Cholecalciferol is very potent with a narrow margin for safety. A small ingestion of this poison can be fatal for both dogs and cats. Quick response and treatment are key.
PRODUCTS CONTAINING CHOLECALCIFEROL
Found in d-CON
Bromethalin is another ingredient without an antidote and causes swelling on the brain (cerebral oedema). The ingredient name looks similar to some LAAC's, so be careful as it can be easily mistaken.
The more that is ingested the stronger the symptoms. Generally, symptoms are seen within 2 hours but could be delayed for as long as 32 hours, making early intervention and 24-hour monitoring vital.
Commonly seen symptoms are:
- Ataxia (wobble while walking)
Treatment includes inducing vomiting, administering activated charcoal, IV fluids, anti-seizure medication, muscle relaxants, and supportive care. Hospital care is likely to be required for a few days as Bromethalin has long-lasting effects.
Cats are more sensitive to Bromethalin than dogs, and it comes with a narrow margin of safety.
Found in Tomcat
4.ZINC AN ALUMINIUM PHOSPHIDES
Phosphides are the least common ingredient found in rodenticides, it is still dangerous and is potentially poisonous to you, your family and veterinary staff. It is more commonly used to kill larger creatures and produces a toxic gas in the stomach called phosphine gas. Food in the stomach will increase the amount of gas, and as a result, also increase the level of toxicity. It is important to never feed your dog after the ingestion of this poison.
This poison is of particular concern as inhalation of the fumes from a dog’s vomit may cause lung irritation to both the dog and the pet owner.
Commonly seen symptoms are:
- Stomach bloating
- Abdominal pain
- Liver damage
This poison also has no antidote, and prompt medical attention is necessary. Treatment includes anti-vomiting medication, antacids in an aim to reduce gas build-up, IV fluids, and supportive care.
At all times during treatment, there is a risk of exposure to gas, making it essential to not attempt to induce vomiting at home or provide any other medical treatment. Veterinary staff are trained in reducing risk to both themselves and other animals in the vicinity.
This is the most toxic of them all, with the smallest margin of safety. A small amount can be lethal. It is important to remember that the gas is potent at all times. If your dog vomits in the car on the way to the Veterinary Clinic, immediately roll down all windows to ventilate the car as much as possible.
PRODUCTS CONTAINING ZINC AND ALUMINIUM PHOSPHIDES
Found in SureFire
HOW TO KEEP RATS AND MICE AWAY
While it seems like these sneaky critters can go as thin as paper and fit into any crevis, there are ways that you can help to keep them out of your house and home.
Here are eight ways to keep rats and mice away from our home:
- Fill holes, cracks and gaps to remove access points
- Don't feed them by leaving scraps and full bins around
- Remove their habitat by getting rid of excess around your yard, such as timber, old cars etc.
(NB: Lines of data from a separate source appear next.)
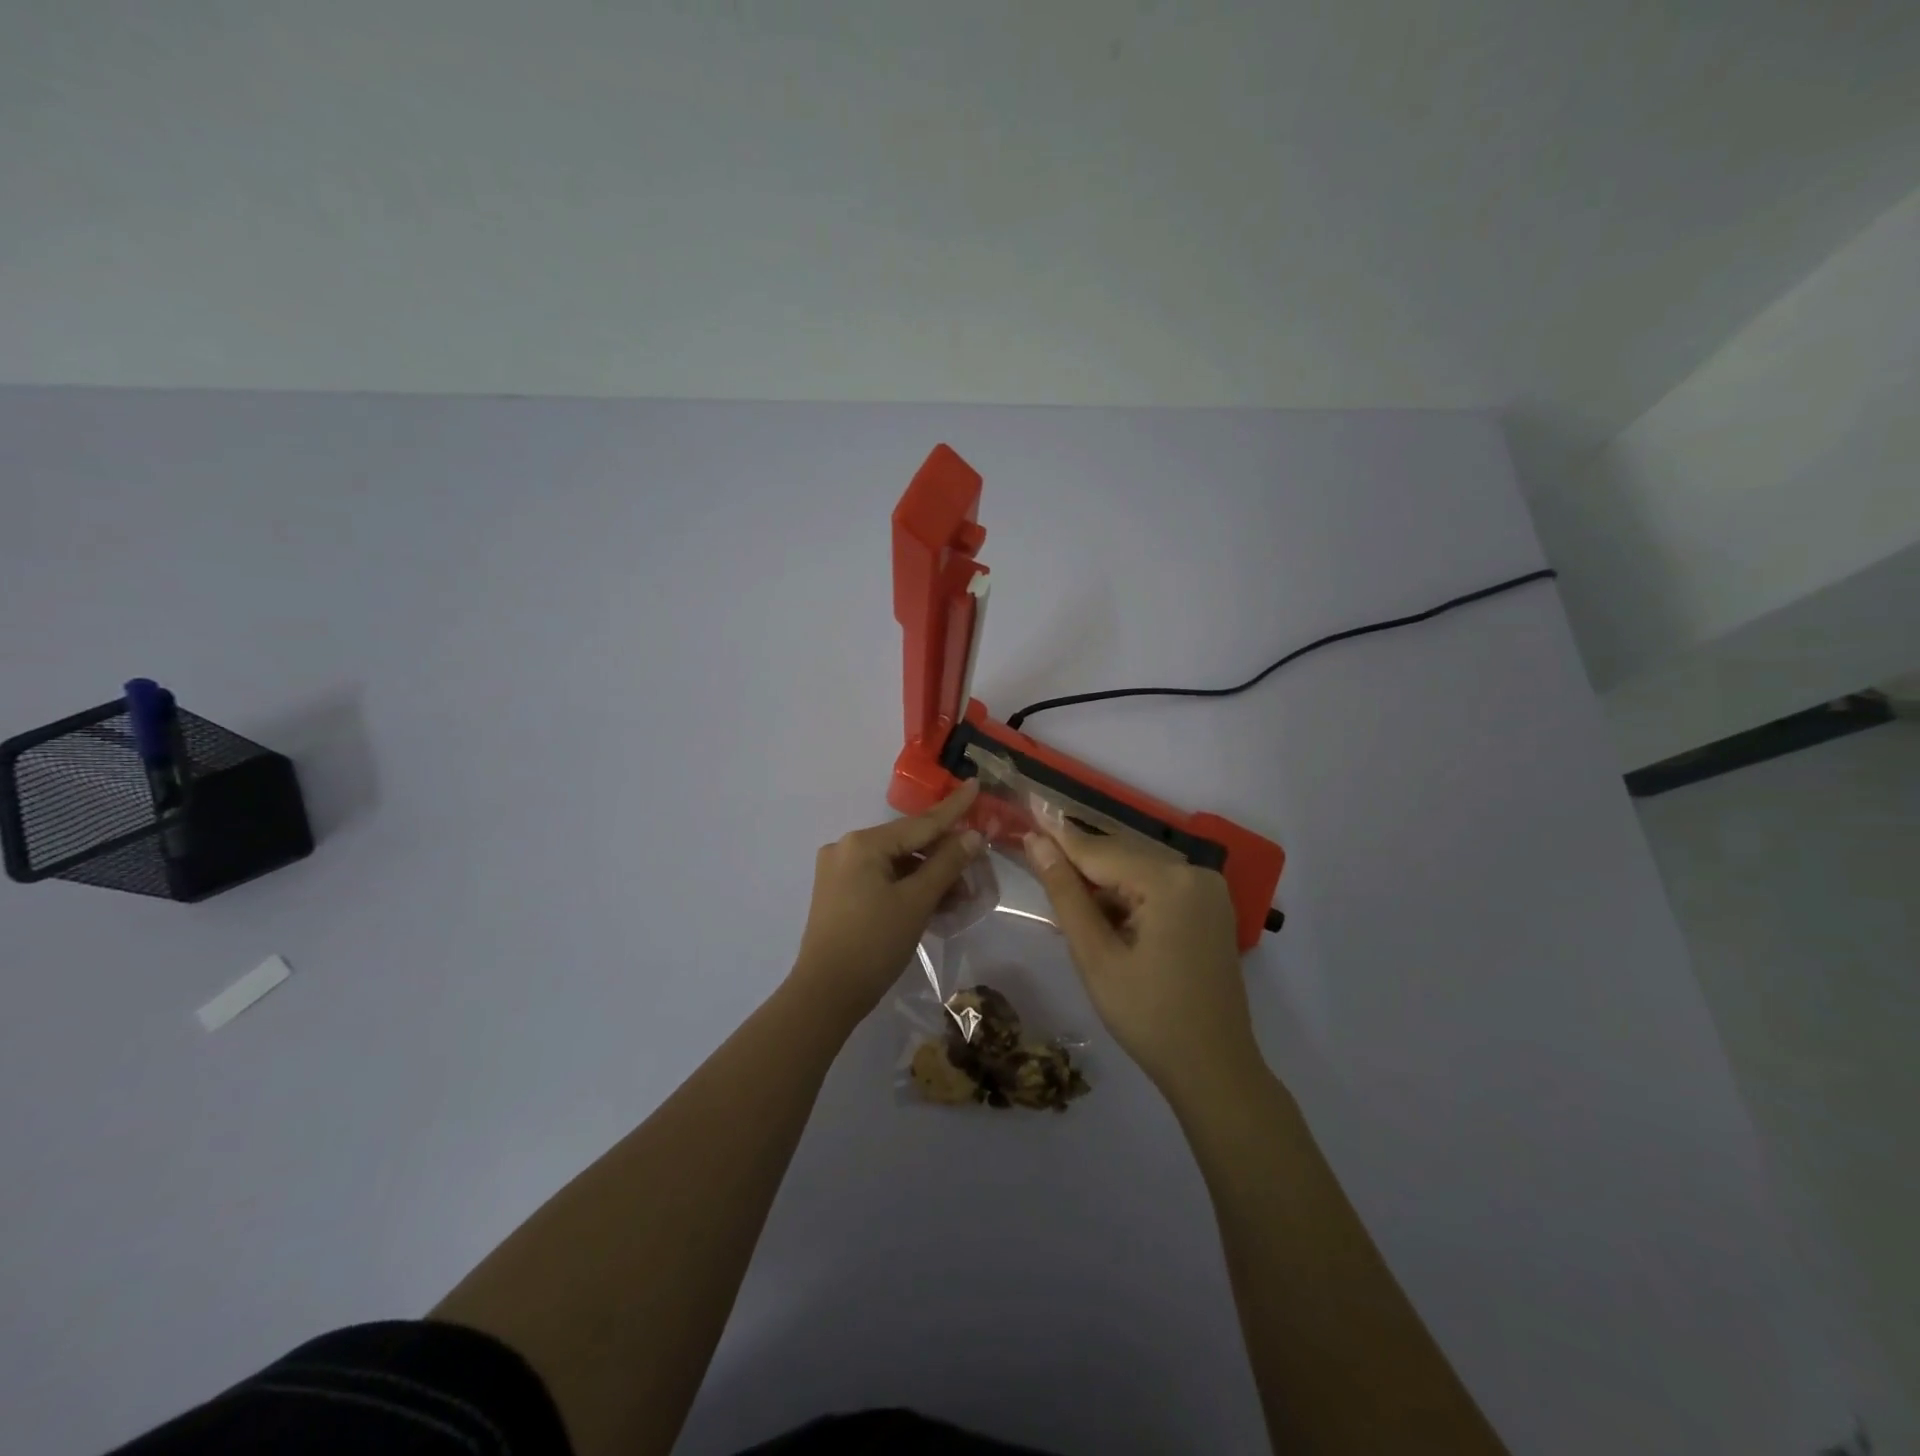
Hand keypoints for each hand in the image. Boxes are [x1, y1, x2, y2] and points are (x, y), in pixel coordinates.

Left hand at [790, 781, 984, 1023]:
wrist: (825, 995)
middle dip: (944, 857)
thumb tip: (973, 835)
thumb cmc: (874, 943)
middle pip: (908, 844)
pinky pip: (882, 881)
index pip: (920, 823)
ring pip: (896, 865)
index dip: (953, 808)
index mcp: (863, 843)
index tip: (975, 784)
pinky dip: (908, 889)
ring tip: (961, 896)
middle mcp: (847, 848)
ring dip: (928, 878)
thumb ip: (947, 864)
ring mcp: (839, 872)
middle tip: (978, 867)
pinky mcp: (839, 894)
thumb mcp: (916, 902)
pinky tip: (935, 904)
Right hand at [1024, 816, 1259, 1097]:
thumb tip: (1037, 843)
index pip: (1101, 851)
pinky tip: (1105, 918)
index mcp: (1170, 882)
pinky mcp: (1211, 908)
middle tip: (1036, 857)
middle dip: (1080, 863)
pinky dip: (1129, 897)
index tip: (1027, 816)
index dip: (1059, 837)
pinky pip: (1159, 888)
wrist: (1214, 1069)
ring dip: (1103, 884)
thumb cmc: (1148, 1016)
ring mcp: (1209, 890)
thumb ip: (1066, 894)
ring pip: (1139, 872)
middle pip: (1122, 857)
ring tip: (1065, 896)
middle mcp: (1196, 873)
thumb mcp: (1096, 955)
- Trim trees, shrubs and limbs back four feet from your home
- Set traps inside. Traps are a safe way to remove rodents when pets are around.
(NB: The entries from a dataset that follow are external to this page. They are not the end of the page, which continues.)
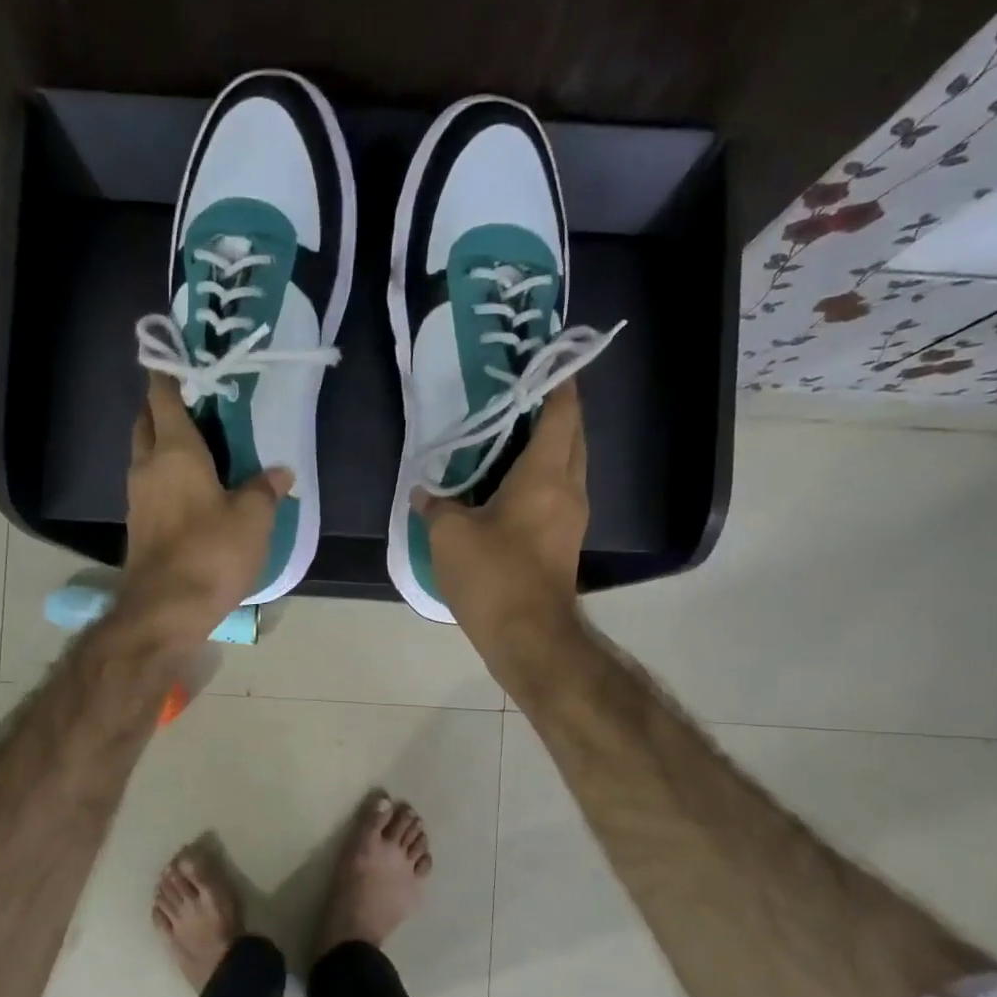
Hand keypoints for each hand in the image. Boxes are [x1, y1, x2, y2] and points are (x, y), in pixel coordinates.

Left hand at [120, 375, 291, 642]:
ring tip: (199, 444)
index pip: (163, 395)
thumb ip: (264, 489)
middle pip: (146, 421)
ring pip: (145, 454)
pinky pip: (150, 484)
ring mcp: (138, 498)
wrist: (165, 610)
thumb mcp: (253, 519)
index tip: (174, 353)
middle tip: (195, 402)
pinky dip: (165, 475)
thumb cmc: (211, 552)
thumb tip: (279, 473)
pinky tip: (191, 488)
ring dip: (162, 442)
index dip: (167, 371)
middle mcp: (147, 466)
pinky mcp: (139, 526)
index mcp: (174, 450)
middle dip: (162, 405)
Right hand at [413, 382, 587, 654]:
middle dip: (555, 409)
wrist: (529, 637)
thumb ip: (436, 505)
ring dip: (549, 444)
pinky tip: (510, 482)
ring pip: (568, 465)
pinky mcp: (564, 542)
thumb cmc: (493, 576)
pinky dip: (542, 475)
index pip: (560, 413)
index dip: (557, 382)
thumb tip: (424, 492)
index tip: (548, 358)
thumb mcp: (449, 535)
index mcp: (546, 475)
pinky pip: (558, 492)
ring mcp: (572, 518)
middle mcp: (569, 488)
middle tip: (522, 393)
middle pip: (572, 435)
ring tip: (513, 432)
- Use baits and poisons outside in an area that your pet can not reach. I still recommend traps over baits, because they are still animals that experience pain and poisoning would be a horrible way to die.
- Check your neighbourhood and band together with your neighbours to combat the problem together.
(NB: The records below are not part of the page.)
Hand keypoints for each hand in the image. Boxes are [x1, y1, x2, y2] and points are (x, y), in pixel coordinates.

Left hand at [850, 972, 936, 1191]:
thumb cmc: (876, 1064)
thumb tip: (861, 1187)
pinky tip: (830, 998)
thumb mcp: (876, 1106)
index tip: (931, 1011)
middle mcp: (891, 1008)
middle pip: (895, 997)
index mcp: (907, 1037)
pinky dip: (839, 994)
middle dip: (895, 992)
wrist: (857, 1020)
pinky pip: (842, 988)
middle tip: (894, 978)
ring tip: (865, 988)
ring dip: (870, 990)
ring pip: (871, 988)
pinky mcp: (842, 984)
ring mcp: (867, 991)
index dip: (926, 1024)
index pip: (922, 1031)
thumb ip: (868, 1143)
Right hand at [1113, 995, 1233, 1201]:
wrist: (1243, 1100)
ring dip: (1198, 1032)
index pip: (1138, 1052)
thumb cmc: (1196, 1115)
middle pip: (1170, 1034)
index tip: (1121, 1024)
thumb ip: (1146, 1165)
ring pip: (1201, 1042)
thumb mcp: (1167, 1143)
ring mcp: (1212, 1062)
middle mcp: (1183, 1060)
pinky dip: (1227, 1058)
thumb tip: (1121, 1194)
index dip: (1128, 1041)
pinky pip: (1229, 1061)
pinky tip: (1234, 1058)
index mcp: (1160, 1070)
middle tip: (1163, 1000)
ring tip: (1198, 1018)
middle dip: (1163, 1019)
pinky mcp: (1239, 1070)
- Call the professionals if nothing else works.
CAN DEAD RATS OR MICE STILL BE LETHAL TO A DOG OR CAT?
Yes.. Yes.. and, Yes! If you have rat poison out and your cat or dog eats a rat that has died from ingesting one of those poisons, your pet will be affected too. Treatment will be required!
Once a cat or dog ingests the poison, whether directly or via a deceased rodent, it can take 3-5 days for symptoms to show, making it imperative that veterinary attention is sought immediately.